§ About this exercise:
Among the entries below, find the lines with the word "main" and copy them.

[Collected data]
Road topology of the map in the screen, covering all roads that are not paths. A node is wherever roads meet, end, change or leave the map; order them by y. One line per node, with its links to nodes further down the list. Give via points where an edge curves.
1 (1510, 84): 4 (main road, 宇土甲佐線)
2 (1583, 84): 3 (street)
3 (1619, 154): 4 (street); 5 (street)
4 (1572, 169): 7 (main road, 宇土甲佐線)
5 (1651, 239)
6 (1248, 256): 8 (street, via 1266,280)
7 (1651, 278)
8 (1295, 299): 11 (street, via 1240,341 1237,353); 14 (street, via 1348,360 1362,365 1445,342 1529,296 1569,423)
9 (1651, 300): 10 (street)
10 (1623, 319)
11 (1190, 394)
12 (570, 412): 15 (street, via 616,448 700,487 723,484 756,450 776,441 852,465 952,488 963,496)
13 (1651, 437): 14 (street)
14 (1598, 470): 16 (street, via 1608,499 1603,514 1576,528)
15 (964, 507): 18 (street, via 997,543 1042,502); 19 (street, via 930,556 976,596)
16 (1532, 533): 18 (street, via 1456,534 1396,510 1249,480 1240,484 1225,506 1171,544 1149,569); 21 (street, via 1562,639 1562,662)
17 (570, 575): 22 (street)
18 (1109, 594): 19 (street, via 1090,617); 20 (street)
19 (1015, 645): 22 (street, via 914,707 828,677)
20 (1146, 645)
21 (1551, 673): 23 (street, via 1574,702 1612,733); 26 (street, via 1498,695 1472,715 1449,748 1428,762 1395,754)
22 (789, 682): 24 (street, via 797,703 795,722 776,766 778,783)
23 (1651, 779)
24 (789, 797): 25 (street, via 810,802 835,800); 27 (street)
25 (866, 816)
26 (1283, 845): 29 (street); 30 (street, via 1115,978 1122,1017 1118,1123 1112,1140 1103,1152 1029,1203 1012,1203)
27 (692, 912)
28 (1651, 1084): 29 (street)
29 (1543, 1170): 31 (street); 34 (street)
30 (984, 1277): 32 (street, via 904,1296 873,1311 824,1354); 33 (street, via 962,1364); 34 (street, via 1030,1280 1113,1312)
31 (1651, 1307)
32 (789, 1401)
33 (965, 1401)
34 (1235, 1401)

§ Exercise result:
1 (1510, 84): 4 (main road, 宇土甲佐線)
4 (1572, 169): 7 (main road, 宇土甲佐線)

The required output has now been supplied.